Stems 4-8 dm, closely puberulent with recurved hairs 0.1-0.5 mm; main lvs lanceolate to ovate, 3-6 cm, entire or sometimes with a few teeth, sessile or subsessile; verticils usually 3-5, crowded into a continuous terminal spike 2-5 cm, or the lowest verticil sometimes separate, hemispheric and subtended by numerous ovate to obovate, closely appressed bracts about equaling the cals; cal 7-9 mm, the lower lobes 1.1-1.7 mm, extending past the sinuses of the upper lip; cor pale blue with purple spots, 11-14 mm. Woods; Mass. to s. Mich. and Wis., s. to Ga. and Ark. Plants of Ill., Ky., and Mo. grow in moister, more shaded places and have wider lvs with broader, often rounded base than the more n. and e. plants.
Gleason, Henry A. & Cronquist, Arthur J. 1991. Manual of vascular plants of northeastern United States and adjacent Canada. lxxv + 910 pp.

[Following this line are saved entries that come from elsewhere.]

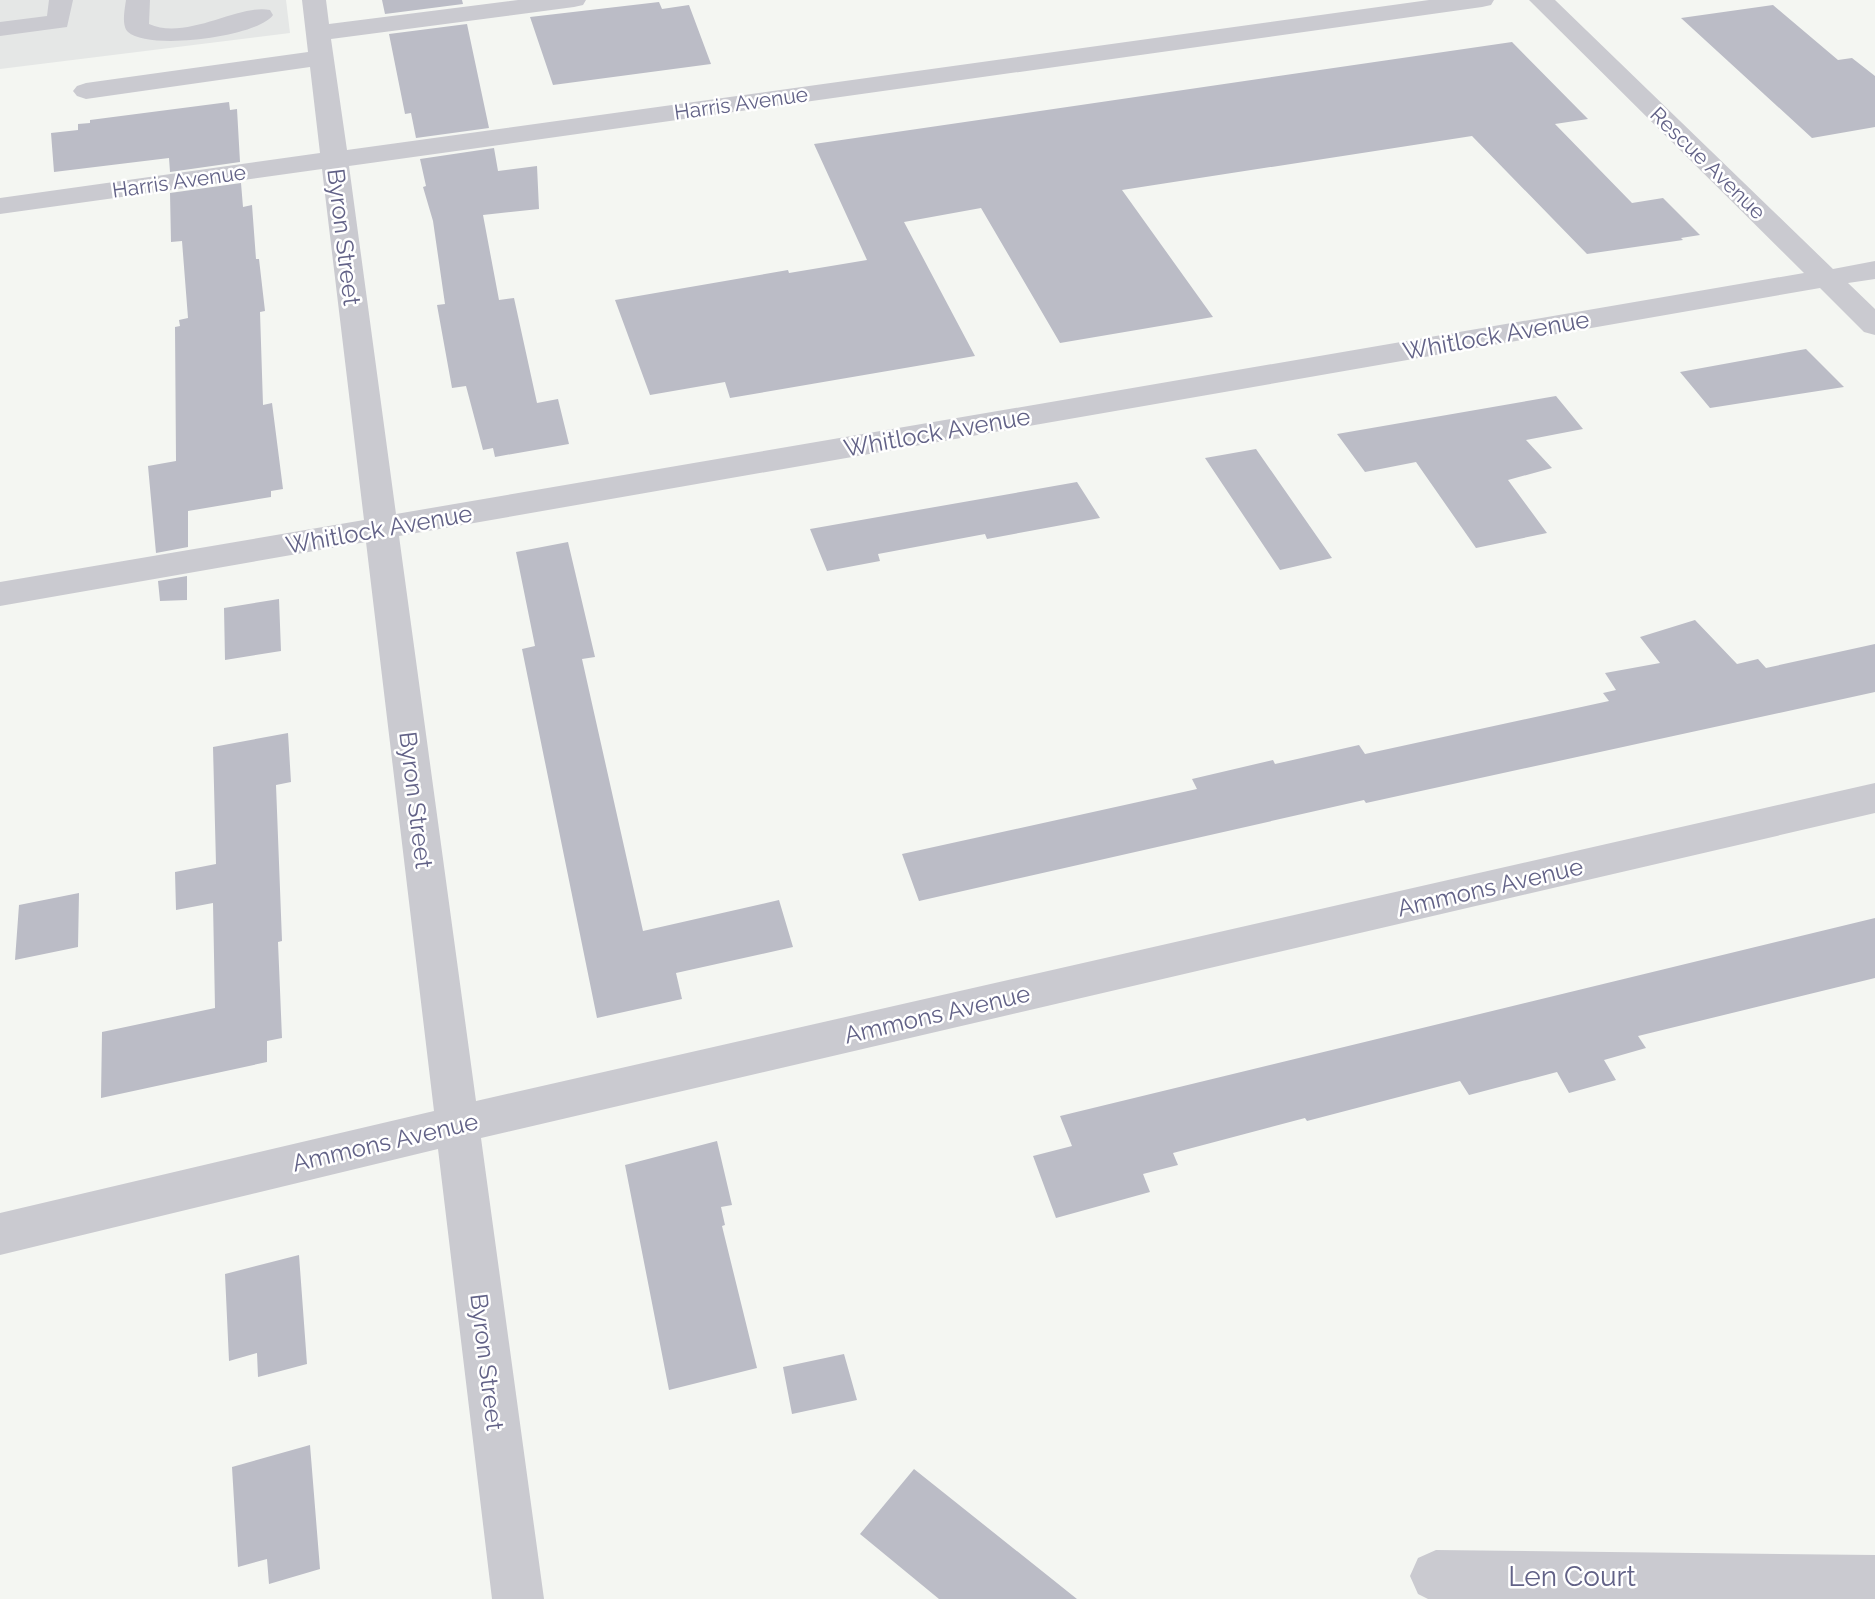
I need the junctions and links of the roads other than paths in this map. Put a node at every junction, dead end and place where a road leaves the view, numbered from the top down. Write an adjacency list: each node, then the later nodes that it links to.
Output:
1 (61, 0): 7 (street)
2 (138, 0): 6 (street)
3 (574, 0): 6 (street)
4 (1482, 0): 9 (street, Harris Avenue)
5 (1541, 0): 12 (street, Rescue Avenue)
6 (296, 17): 8 (street); 9 (street, Byron Street)
7 (0, 29)
8 (86, 90)
9 (334, 159): 10 (street, Harris Avenue); 14 (street, Byron Street)
10 (0, 206)
11 (1875, 270): 12 (street, Whitlock Avenue)
12 (1826, 278): 13 (street, Rescue Avenue); 14 (street, Whitlock Avenue)
13 (1875, 326)
14 (382, 528): 15 (street, Whitlock Avenue); 17 (street, Byron Street)
15 (0, 594)
16 (1875, 798): 17 (street, Ammons Avenue)
17 (456, 1125): 18 (street, Ammons Avenue); 21 (street, Byron Street)
18 (0, 1234)
19 (1436, 1576): 20 (street, Len Court)
20 (1875, 1581)
21 (518, 1599)

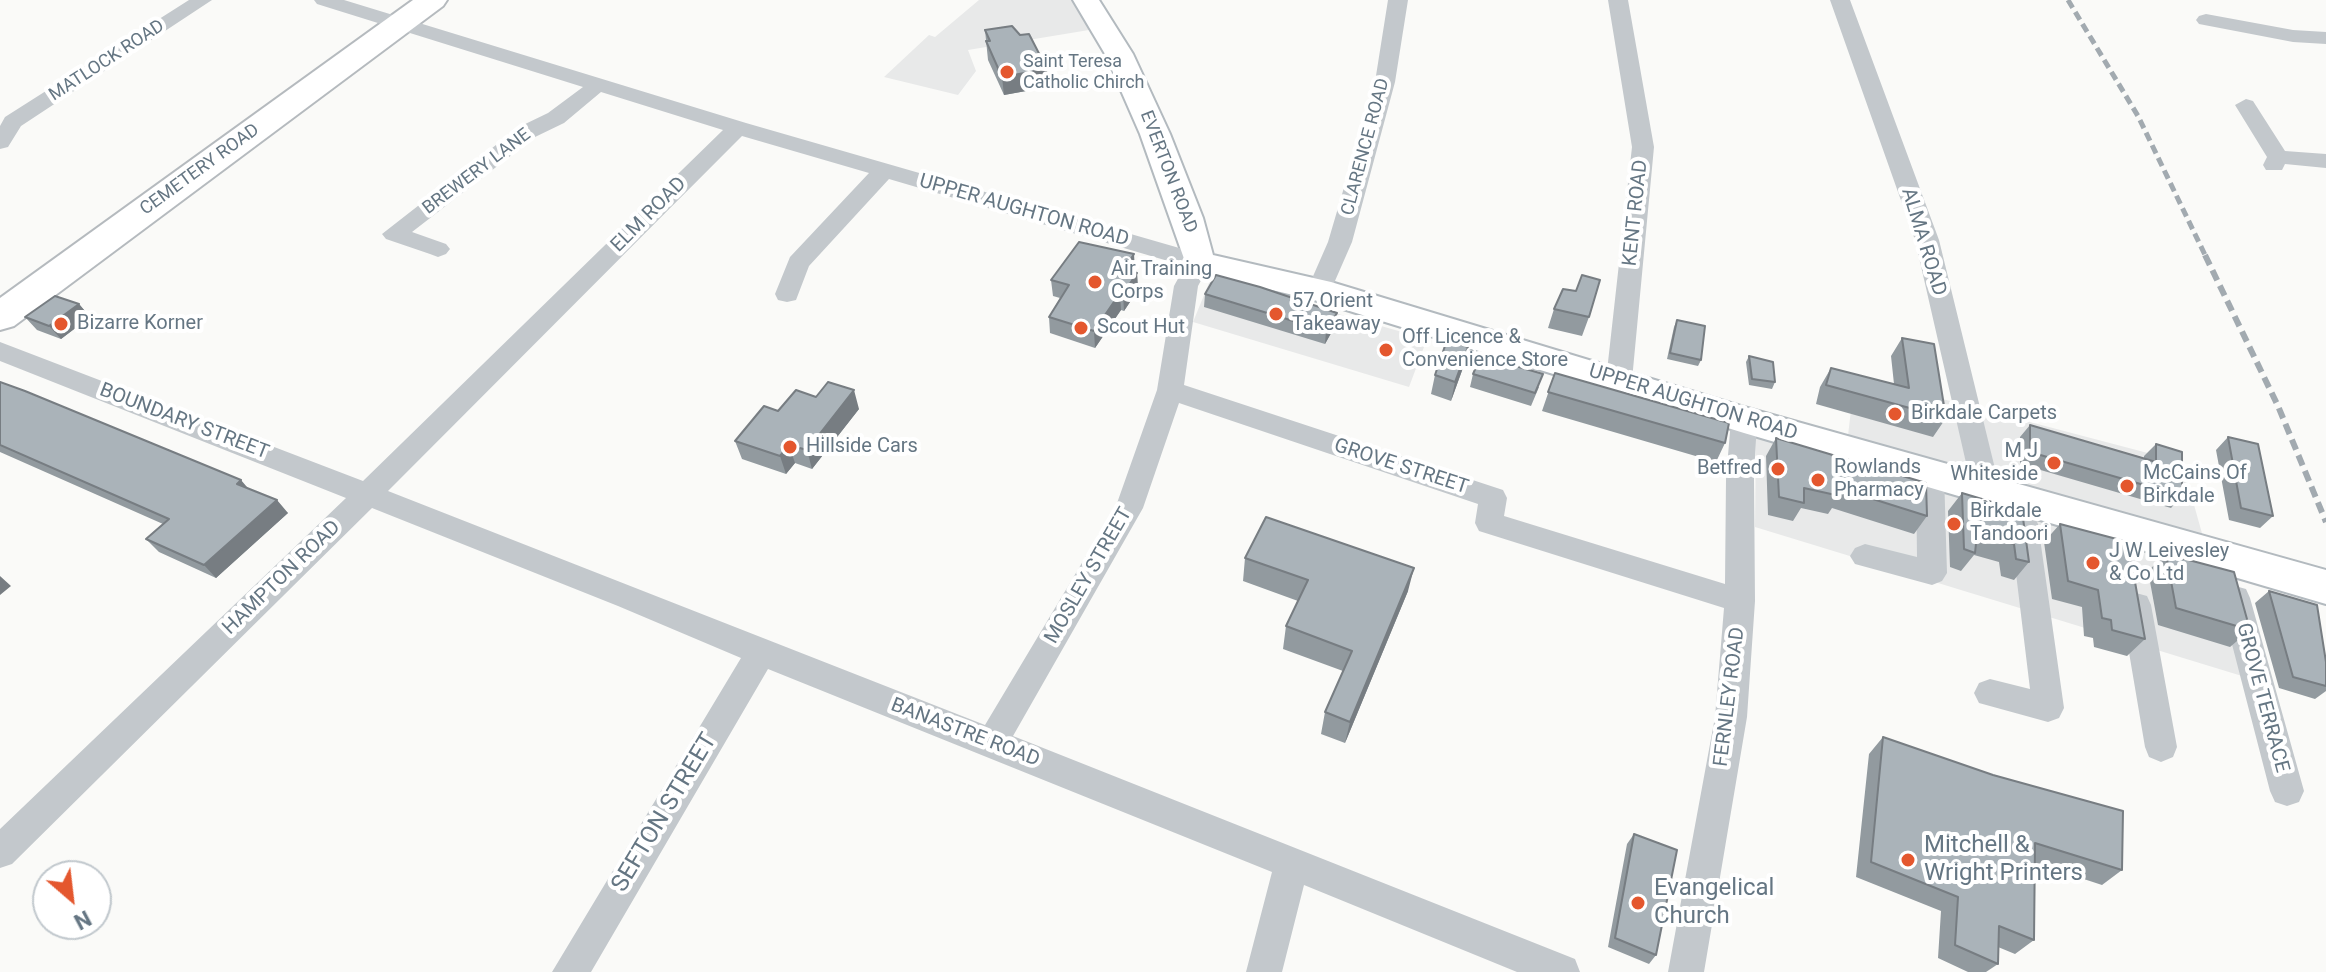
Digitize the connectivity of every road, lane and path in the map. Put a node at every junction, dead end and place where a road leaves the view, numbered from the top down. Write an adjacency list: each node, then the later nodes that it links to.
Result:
1 (202, 0): 13 (street, MATLOCK ROAD)
2 (324, 0): 9 (street, UPPER AUGHTON ROAD)
3 (432, 0): 9 (main road, CEMETERY ROAD)
4 (1086, 0): 19 (main road, EVERTON ROAD)
5 (1398, 0): 20 (street, CLARENCE ROAD)
6 (1618, 0): 25 (street, KENT ROAD)
7 (1840, 0): 29 (street, ALMA ROAD)
8 (2192, 0): 10 (street)
9 (401, 22): 11 (street, UPPER AUGHTON ROAD); 23 (main road, CEMETERY ROAD)
10 (2326, 38)
11 (599, 84): 14 (street, UPPER AUGHTON ROAD); 18 (street, BREWERY LANE)
12 (2246, 105): 16 (street)
13 (6, 122): 15 (street)
14 (738, 128): 17 (street, UPPER AUGHTON ROAD); 22 (street, ELM ROAD)
15 (0, 142)
16 (2326, 161)
17 (885, 170): 19 (street, UPPER AUGHTON ROAD); 21 (street)
18 (438, 249)
19 (1199, 262): 20 (main road, UPPER AUGHTON ROAD); 26 (street, MOSLEY STREET)
20 (1319, 290): 25 (main road, UPPER AUGHTON ROAD)
21 (787, 294)
22 (561, 302): 30 (street, HAMPTON ROAD)
23 (0, 317)
24 (0, 351): 30 (street, BOUNDARY STREET)
25 (1619, 380): 27 (main road, UPPER AUGHTON ROAD)
26 (1170, 390): 36 (street, GROVE STREET); 39 (street, MOSLEY STREET)
27 (1744, 420): 28 (main road, UPPER AUGHTON ROAD); 36 (street, FERNLEY ROAD)
28 (1930, 473): 29 (main road, UPPER AUGHTON ROAD); 33 (street)
29 (1986, 489): 31 (main road, UPPER AUGHTON ROAD)
30 (368, 494): 37 (street, BANASTRE ROAD); 42 (street, HAMPTON ROAD)
31 (2021, 499): 32 (main road, UPPER AUGHTON ROAD); 38 (street)
32 (2128, 555): 34 (main road, UPPER AUGHTON ROAD); 40 (street)
33 (1865, 556)
34 (2225, 559): 35 (main road, UPPER AUGHTON ROAD); 41 (street, GROVE TERRACE)
35 (2326, 587)
36 (1740, 601): 47 (street, FERNLEY ROAD)
37 (761, 653): 39 (street, BANASTRE ROAD); 44 (street, SEFTON STREET)
38 (1990, 693)
39 (992, 743): 43 (street, BANASTRE ROAD)
40 (2161, 747)
41 (2287, 791)
42 (0, 852)
43 (1291, 865): 45 (street); 46 (street, BANASTRE ROAD)
44 (570, 972)
45 (1264, 972)
46 (1562, 972)
47 (1686, 972)

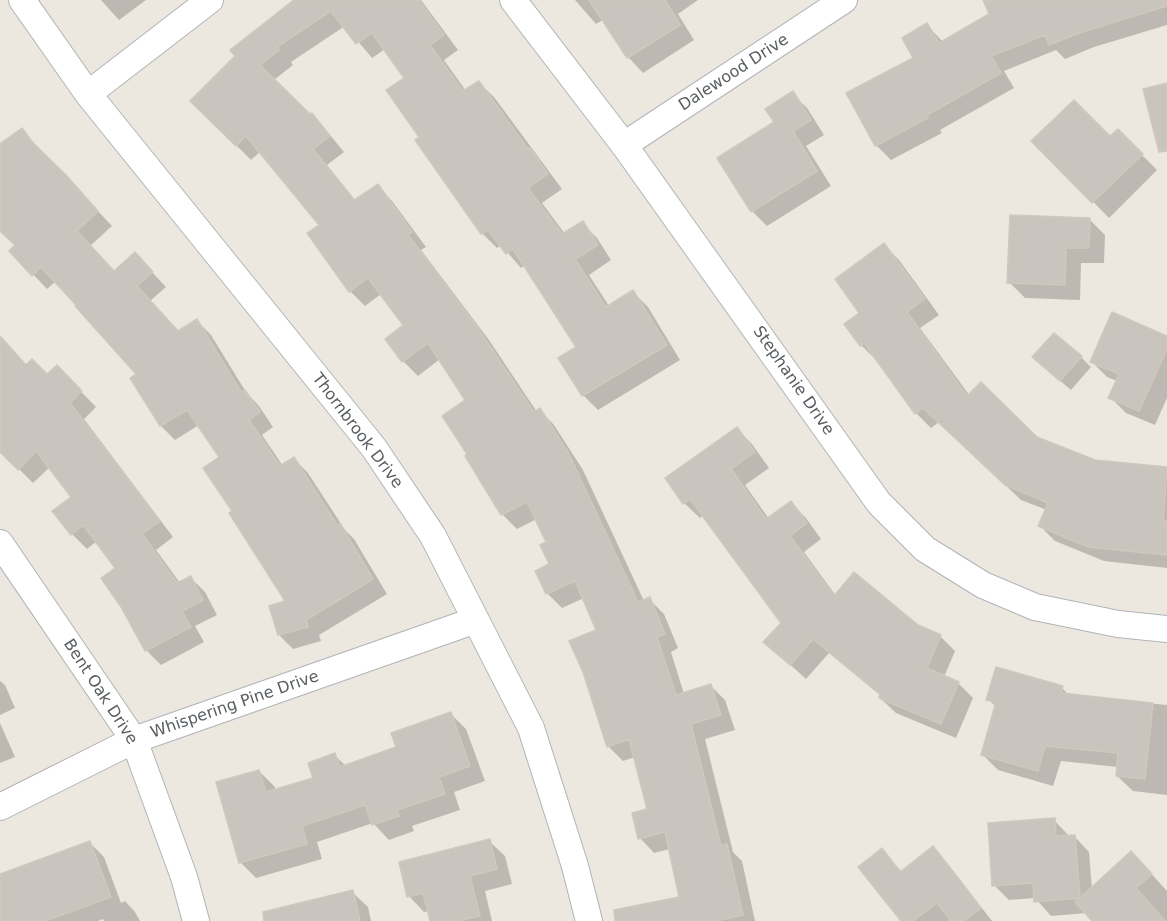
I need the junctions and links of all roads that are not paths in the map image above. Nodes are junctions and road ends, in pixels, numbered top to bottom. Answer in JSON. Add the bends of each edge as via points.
{"nodes":[{"id":1,"x":22,"y":0,"type":"edge"},
{"id":2,"x":210,"y":0,"type":"edge"},
{"id":3,"x":513,"y":0,"type":"edge"},
{"id":4,"x":844,"y":0,"type":"edge"},
{"id":5,"x":88,"y":94,"type":"junction"},
{"id":6,"x":624,"y":145,"type":"junction"},
{"id":7,"x":0,"y":543,"type":"edge"},
{"id":8,"x":476,"y":620,"type":"junction"},
{"id":9,"x":1167,"y":629,"type":"edge"},
{"id":10,"x":134,"y":740,"type":"junction"},
{"id":11,"x":0,"y":807,"type":"edge"},
{"id":12,"x":196,"y":921,"type":"edge"},
{"id":13,"x":589,"y":921,"type":"edge"}],
"edges":[{"from":1,"to":5,"type":"street","name":"Thornbrook Drive"},
{"from":2,"to":5,"type":"street"},
{"from":3,"to":6,"type":"street","name":"Stephanie Drive"},
{"from":4,"to":6,"type":"street","name":"Dalewood Drive"},
{"from":5,"to":8,"type":"street","name":"Thornbrook Drive","via":[[374,448],[433,536]]},
{"from":6,"to":9,"type":"street","name":"Stephanie Drive","via":[[879,503],[925,549],[983,585],[1035,607],[1118,624]]},
{"from":7,"to":10,"type":"street","name":"Bent Oak Drive"},
{"from":8,"to":10,"type":"street","name":"Whispering Pine Drive"},
{"from":8,"to":13,"type":"street","name":"Thornbrook Drive","via":[[531,728]]},
{"from":10,"to":11,"type":"street","name":"Whispering Pine Drive"},
{"from":10,"to":12,"type":"street","name":"Bent Oak Drive"}]}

Found throughout the state although we have no reports for the counties bordering Lake Michigan. This is a species generally of open dry places but sometimes it is found in moist places in dense shade such as the base of wooded ravines where it develops long, stoloniferous branches which root at each node. These creeping branches have leaves which vary greatly in shape, some truncate and even cordate at the base. Blatchley had such a specimen from Monroe County, which I now have, which he reported to be Meehania cordata. The specimen is the creeping form of this species which had not yet developed a flowering head. Also when it grows in dense shade it sometimes develops a pubescence much like that of the next species [Blephilia hirsuta]. This species rarely develops branches. I have one specimen with axillary heads on peduncles up to 5 cm long. I have an albino specimen from Noble County. I recommend this species highly for cultivation both for its beauty and for its long flowering period. It is generally found in dry open woods, clearings, fallow fields, and along roadsides.